◆ Material to process:

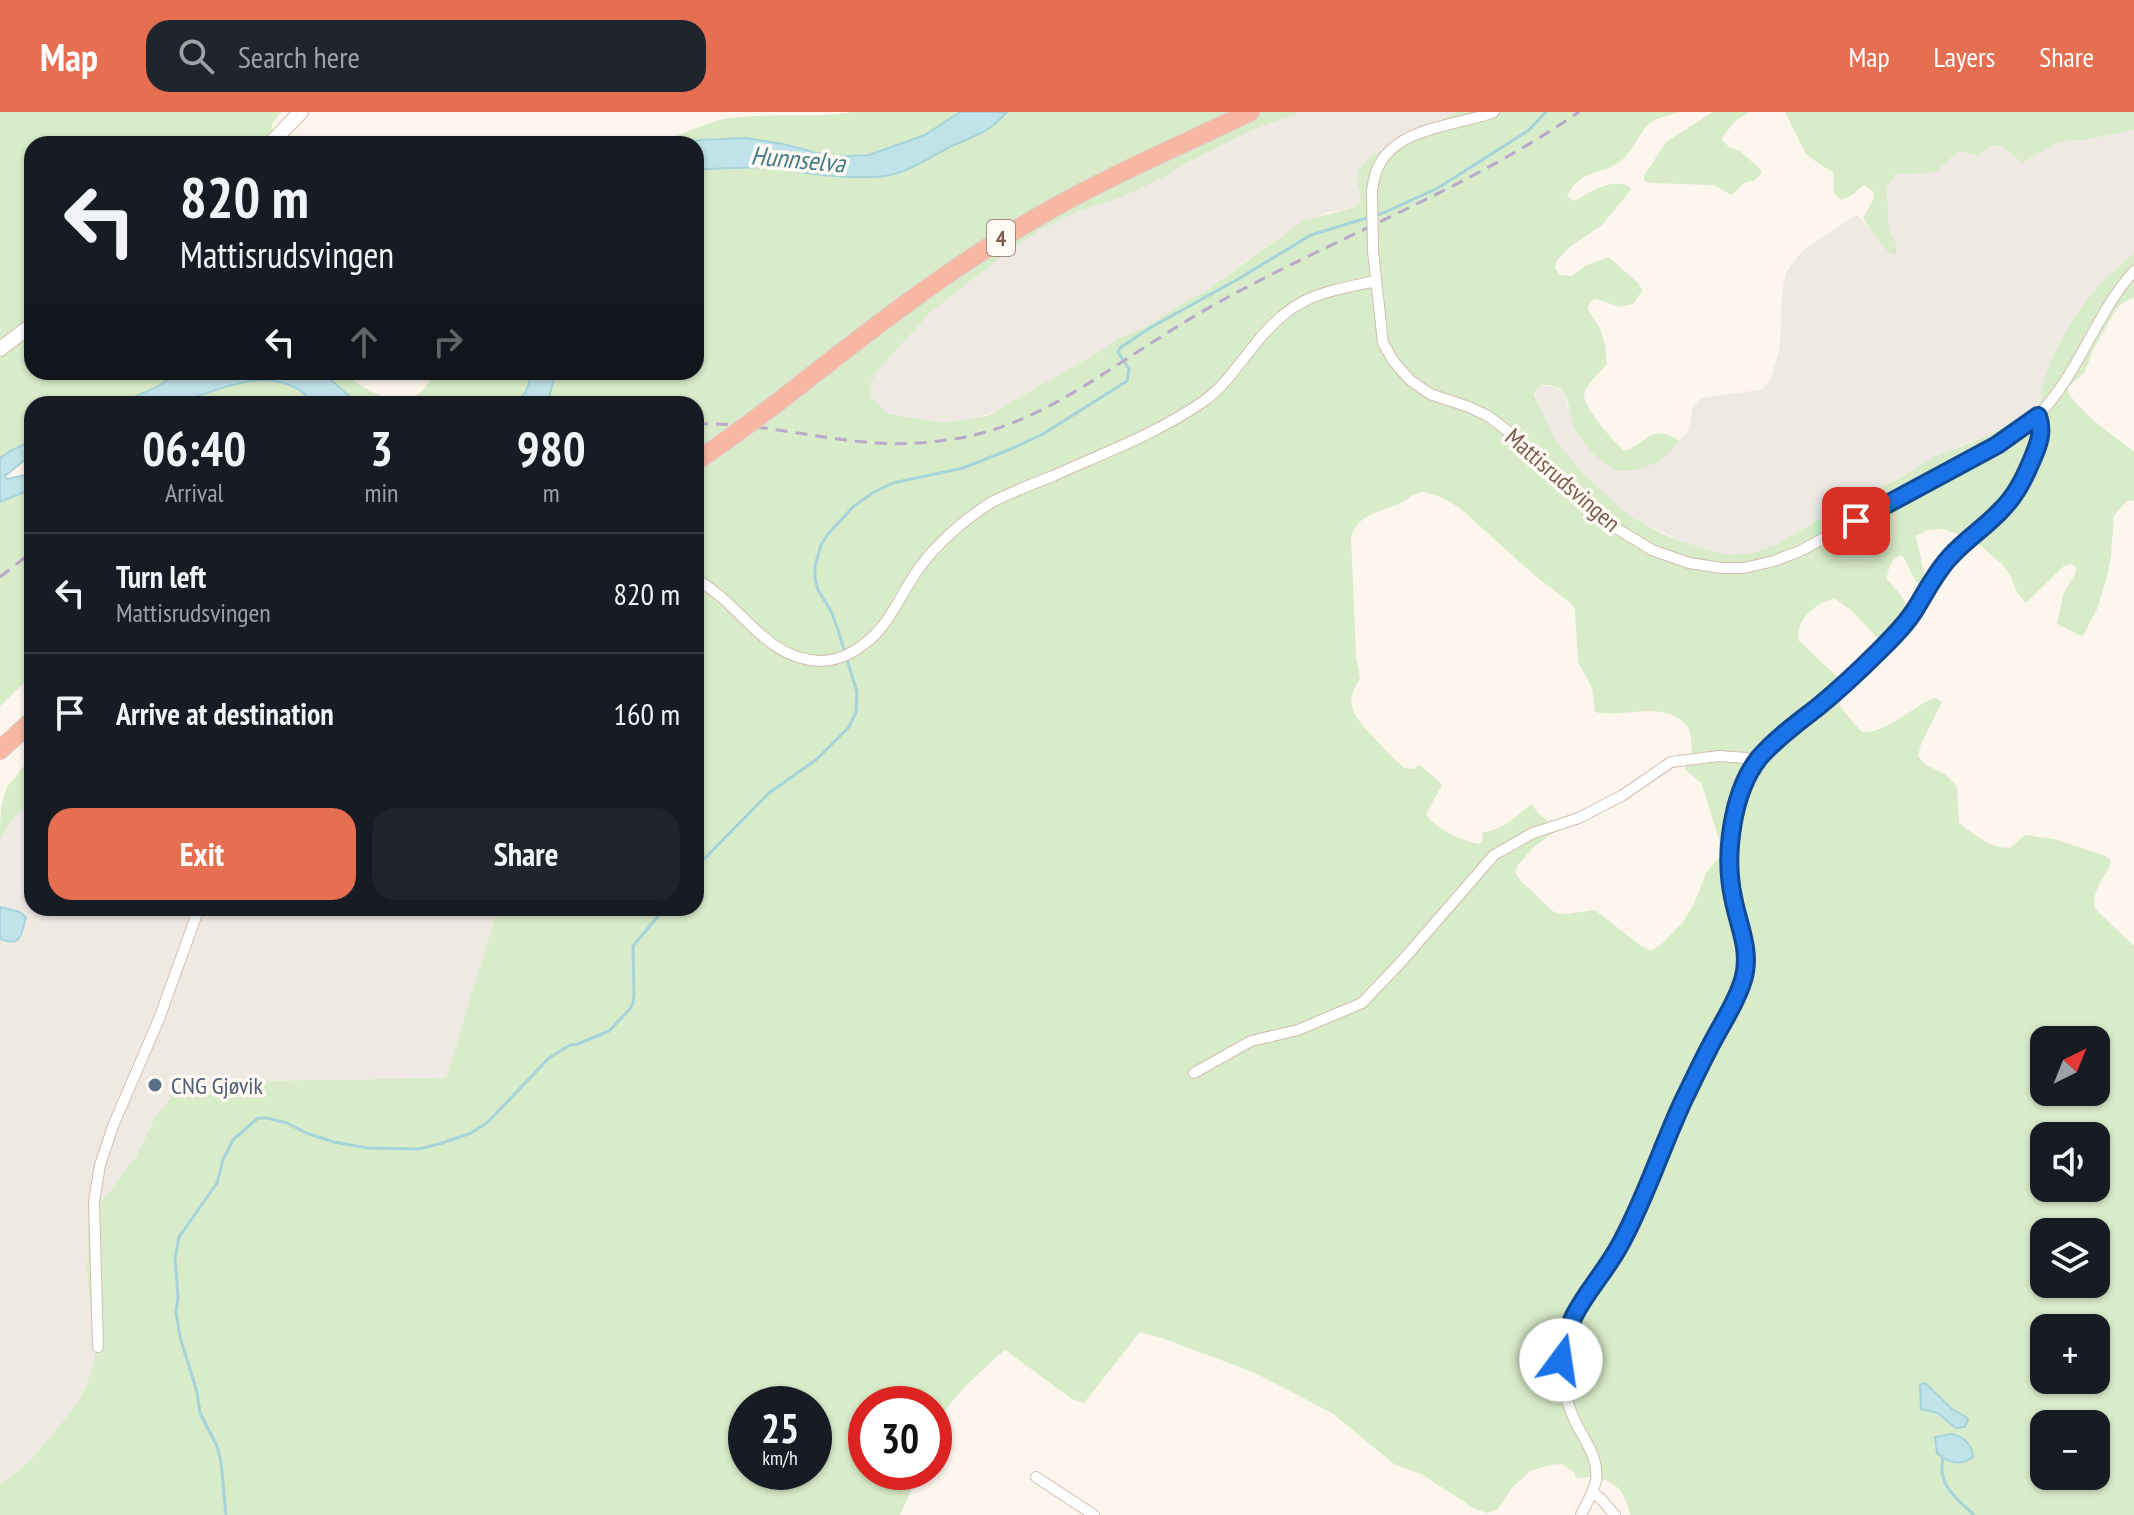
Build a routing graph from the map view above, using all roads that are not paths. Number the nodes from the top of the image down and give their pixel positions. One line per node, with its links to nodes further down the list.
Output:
1 (301, 112): 5 (main road)
2 (1231, 112): 10 (highway, 4)
3 (1250, 112): 10 (highway, 4)
4 (1494, 112): 7 (street, Mattisrudsvingen, bridge)
5 (278, 136)
6 (2134, 271): 11 (street)
7 (1376, 281): 11 (street, Mattisrudsvingen); 13 (street)
8 (24, 331): 9 (main road)
9 (0, 349)
10 (771, 402): 12 (highway, 4)
11 (2038, 416): 18 (street)
12 (704, 451)
13 (704, 585)
14 (24, 715): 16 (highway)
15 (24, 728): 17 (highway)
16 (0, 736)
17 (0, 750)
18 (1757, 762): 20 (street); 23 (street)
19 (196, 916): 21 (street)
20 (1194, 1073)
21 (98, 1347)
22 (1036, 1477): 24 (street)
23 (1592, 1492): 25 (street); 26 (street)
24 (1094, 1515)
25 (1581, 1515)
26 (1615, 1515)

◆ Task prompt:
All of the material above must be given again verbatim, except for the pictures.

◆ Expected answer:
Build a routing graph from the map view above, using all roads that are not paths. Number the nodes from the top of the image down and give their pixel positions. One line per node, with its links to nodes further down the list.
Output:
1 (301, 112): 5 (main road)
2 (1231, 112): 10 (highway, 4)
3 (1250, 112): 10 (highway, 4)
4 (1494, 112): 7 (street, Mattisrudsvingen, bridge)
5 (278, 136)
6 (2134, 271): 11 (street)
7 (1376, 281): 11 (street, Mattisrudsvingen); 13 (street)
8 (24, 331): 9 (main road)
9 (0, 349)
10 (771, 402): 12 (highway, 4)
11 (2038, 416): 18 (street)
12 (704, 451)
13 (704, 585)
14 (24, 715): 16 (highway)
15 (24, 728): 17 (highway)
16 (0, 736)
17 (0, 750)
18 (1757, 762): 20 (street); 23 (street)
19 (196, 916): 21 (street)
20 (1194, 1073)
21 (98, 1347)
22 (1036, 1477): 24 (street)
23 (1592, 1492): 25 (street); 26 (street)
24 (1094, 1515)
25 (1581, 1515)
26 (1615, 1515)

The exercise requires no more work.